Verses 13:19, 20. Which prediction was intended to teach, by its accomplishment, the Lord's divinity, and that he is Jehovah, and consequently whoever receives truth, which is from the Word, receives divine truth, or the Lord in his Divine Humanity, and whoever receives divine truth, receives divine good, or Jehovah.

Verse 13:21. Still the Lord, as to his humanity, is grieved at the thought, that he will be rejected even by those who are instructed in the knowledge of the truth.

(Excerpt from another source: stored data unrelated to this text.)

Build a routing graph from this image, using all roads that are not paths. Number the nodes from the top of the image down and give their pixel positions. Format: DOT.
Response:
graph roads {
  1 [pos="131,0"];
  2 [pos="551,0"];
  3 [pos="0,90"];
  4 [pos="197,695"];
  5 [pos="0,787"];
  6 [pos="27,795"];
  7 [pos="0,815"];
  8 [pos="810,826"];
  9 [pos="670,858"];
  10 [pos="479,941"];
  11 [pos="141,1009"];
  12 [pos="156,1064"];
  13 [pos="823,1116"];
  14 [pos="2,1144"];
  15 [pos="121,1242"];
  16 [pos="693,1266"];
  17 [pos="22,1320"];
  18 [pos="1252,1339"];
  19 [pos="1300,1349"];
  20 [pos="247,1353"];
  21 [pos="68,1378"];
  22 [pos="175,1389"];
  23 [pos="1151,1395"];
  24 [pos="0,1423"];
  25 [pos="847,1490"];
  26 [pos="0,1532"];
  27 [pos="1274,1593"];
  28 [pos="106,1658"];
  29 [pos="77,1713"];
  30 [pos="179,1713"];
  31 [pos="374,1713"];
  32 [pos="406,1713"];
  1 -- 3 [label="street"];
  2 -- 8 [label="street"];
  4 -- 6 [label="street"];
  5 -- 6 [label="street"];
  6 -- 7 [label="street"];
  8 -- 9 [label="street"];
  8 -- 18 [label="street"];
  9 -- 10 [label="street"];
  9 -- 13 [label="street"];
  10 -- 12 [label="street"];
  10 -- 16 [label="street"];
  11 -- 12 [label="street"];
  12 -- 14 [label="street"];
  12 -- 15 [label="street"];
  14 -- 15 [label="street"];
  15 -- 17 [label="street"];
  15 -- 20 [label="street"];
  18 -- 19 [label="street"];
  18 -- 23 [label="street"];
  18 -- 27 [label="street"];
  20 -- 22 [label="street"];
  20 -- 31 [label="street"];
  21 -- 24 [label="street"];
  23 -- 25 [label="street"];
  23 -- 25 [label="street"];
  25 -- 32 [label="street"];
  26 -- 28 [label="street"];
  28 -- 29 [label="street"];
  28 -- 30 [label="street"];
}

Verses 13:22, 23, 24, 25, 26, and former part of 27. But they, who are so instructed, cannot comprehend how this should be, and therefore they seek information on the subject, first from principles of faith, and next from principles of love, and are thereby taught, that the Lord will be rejected by all those, who receive the knowledge of truth, and afterwards profane it through infernal love, since where this is the case, man enters into consociation with the powers of darkness.

Verses latter part of 13:27, 28, 29, 30. Which rejection of the Lord is required to be full and entire; but the reason of this is not seen by those who have received instruction in truth, until the rejection takes place, and the church comes to its end.

Verses 13:31, 32. On which occasion they are instructed, that all opposition of evil men and of evil spirits, in their rejection of the Lord, when he was here on earth, tended only to unite more fully his divinity with his humanity, and his humanity with his divinity, mutually and reciprocally.

Verse 13:33. They are instructed yet further, that the infirm humanity must, by such union, be entirely put off, and that in such case the Divine Humanity will be an object of speculation with those who are principled in truth, but not an object of love.

Verses 13:34, 35. Until to faith they join charity, and until charity be grounded in the divine love, which is the sure mark and character of a right faith.

Verse 13:36. Hence enquiry is made, by those who are principled in faith, concerning the Lord's glorification, and they are instructed, that they cannot comprehend it so long as they remain in faith alone, but will comprehend it when they conjoin faith with charity.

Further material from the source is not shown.